For a moment Mira thought of the times she and Dennis had been up until the early hours of Christmas morning, putting everything together while their children slept. And how they’d snatched a few hours of exhausted sleep before the kids woke and rushed into the bedroom.
“It would be possible that the girl snuck down between the times her parents went to bed and her brother got up. But the slippers are an oddity,” Mira agreed. “I agree, it seems strange for a child of that age to sneak down, put on slippers, then go back to bed for nearly two hours.”

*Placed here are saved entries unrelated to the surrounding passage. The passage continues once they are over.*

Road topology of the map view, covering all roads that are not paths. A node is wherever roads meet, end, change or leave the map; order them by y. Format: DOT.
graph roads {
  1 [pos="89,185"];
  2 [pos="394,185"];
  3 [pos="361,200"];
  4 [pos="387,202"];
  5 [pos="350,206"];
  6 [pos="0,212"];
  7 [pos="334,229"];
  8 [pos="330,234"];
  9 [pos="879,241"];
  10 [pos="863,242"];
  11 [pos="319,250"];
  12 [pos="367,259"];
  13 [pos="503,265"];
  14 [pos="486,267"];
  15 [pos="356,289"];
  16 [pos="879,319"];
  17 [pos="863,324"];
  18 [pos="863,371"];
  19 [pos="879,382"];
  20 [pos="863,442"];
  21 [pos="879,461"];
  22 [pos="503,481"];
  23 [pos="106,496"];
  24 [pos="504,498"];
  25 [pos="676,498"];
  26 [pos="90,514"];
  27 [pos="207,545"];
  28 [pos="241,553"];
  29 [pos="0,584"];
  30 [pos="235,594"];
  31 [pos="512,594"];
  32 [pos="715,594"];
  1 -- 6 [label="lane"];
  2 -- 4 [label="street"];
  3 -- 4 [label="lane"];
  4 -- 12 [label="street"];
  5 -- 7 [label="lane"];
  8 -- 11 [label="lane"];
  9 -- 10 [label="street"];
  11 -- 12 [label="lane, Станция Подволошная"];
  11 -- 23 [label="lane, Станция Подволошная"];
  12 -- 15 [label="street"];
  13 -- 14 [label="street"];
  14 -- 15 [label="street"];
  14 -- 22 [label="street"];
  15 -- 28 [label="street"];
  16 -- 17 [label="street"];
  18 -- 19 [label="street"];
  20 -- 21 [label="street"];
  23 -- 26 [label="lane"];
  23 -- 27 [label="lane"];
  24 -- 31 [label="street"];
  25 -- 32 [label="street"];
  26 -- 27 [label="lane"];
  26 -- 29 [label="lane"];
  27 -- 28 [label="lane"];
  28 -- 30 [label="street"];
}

“Because she didn’t,” Eve said flatly. “She got up—and I’ll guarantee she had an alarm set for it because she’s a planner—fitting your profile—she likes her schedules. She got up, went into her brother’s room. She got him up, told him to be very quiet. When they got to the top of the stairs—which, according to the investigators’ reports, was at the opposite end of the second floor from the master bedroom—she pushed him.”
That little body flying out, tumbling, tumbling. Breaking.

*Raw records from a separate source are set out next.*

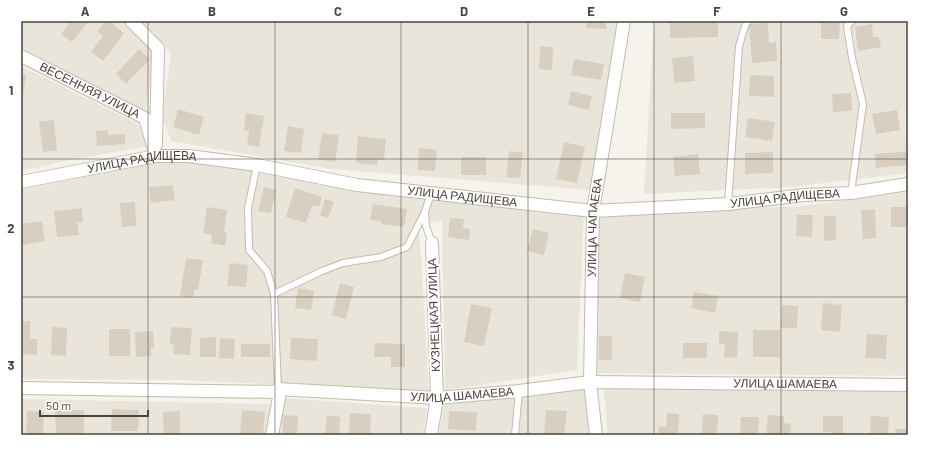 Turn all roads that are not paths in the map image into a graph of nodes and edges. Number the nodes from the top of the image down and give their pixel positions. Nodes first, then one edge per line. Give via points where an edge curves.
1 (131, 21) edge
2 (624, 21) edge
3 (749, 21) edge
4 (852, 21) edge
5 (21, 56) edge
6 (156, 156) junction
7 (257, 165) junction
8 (21, 182) edge
9 (908, 184) edge
10 (851, 193) junction
11 (431, 194) junction
12 (728, 204) junction
13 (593, 211) junction
14 (425, 212) junction
15 (432, 243) joint
16 (274, 294) junction
17 (590, 382) junction
18 (908, 385) edge
19 (21, 388) edge
20 (279, 390) junction
21 (519, 392) junction
22 (437, 398) junction
23 (272, 435) edge
24 (431, 435) edge
25 (515, 435) edge
26 (596, 435) edge

1 - 6 street via 158,48
2 - 13 street, УЛИЦА ЧАПАЕВА
3 - 12 lane via 746,22 739,46
4 - 10 lane via 847,26 863,104
5 - 6 street, ВЕСЕННЯЯ УЛИЦА via 145,118
6 - 7 street, УЛИЦА РАДИЩЕВА via 189,156
6 - 8 street, УЛИЦА РАДИЩЕВА
7 - 11 street, УЛИЦА РАДИЩЕВА via 356,185
7 - 16 lane via 248,208 249,250 267,271
9 - 10 street, УЛИЦА РАДИЩЕВА
10 - 12 street, УЛИЦА РАДИЩЕВА via 804,195
11 - 13 street, УЛИЦА РАДИЩЕВА
11 - 14 lane
12 - 13 street, УЛИЦА РАДИЩЕВА
13 - 17 street, УЛИЦА ЧАПАЕВА
14 - 15 lane via 426,226
14 - 16 lane via 407,247 381,257 343,263
15 - 22 street, КУЗНЕЦКАЯ УЛИЦА
16 - 20 lane
17 - 18 street, УЛИЦА ШАМАЕВА
17 - 21 street, УЛИЦА ШАМАЕВА
17 - 26 street, УЛИЦА ЧАПАЕВА
19 - 20 street, УЛИЦА ШАМАЕВА
20 - 22 street, УЛИЦА ШАМАЕВА
20 - 23 street
21 - 22 street, УЛИЦА ШАМАЕВА
21 - 25 lane
22 - 24 street, КУЗНЕЦКАЯ УЛИЦА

“Then she walked down, checked to make sure she’d done a good job of it, before she went in to see what goodies she was getting from Santa. And what sort of things she would enjoy that would have been for her brother.”
She saw the horror of the picture she was painting play across Mira’s face. “She put the slippers on. She likes things with her name on them. That was a little mistake,” Eve added. “Like mentioning the diary to me. But she couldn’t resist. She probably played awhile. Her parents weren’t going to notice if she’d moved something a little, and she wouldn’t have resisted. It was all hers now.
“Then she went back up. I wonder if she even noticed her brother’s body at that point. He was no longer an issue.”
She shifted her gaze to Whitney, noted that his hands had gone still again, and that his face showed nothing. Nothing at all. “She might have tried to go back to sleep for a little while, but it was too hard. All those toys downstairs, and nobody to share them with anymore. So she woke up her parents so she could get back to what she wanted to do.”
“What you’re describing…” Mira began.
“Is a sociopath. And that’s exactly what she is. A sociopath with homicidal tendencies, a very keen intellect, and a big-ass c
hunk of narcissism. That’s why she kept the diary. It’s her only way of bragging about what she can do, and get away with doing.”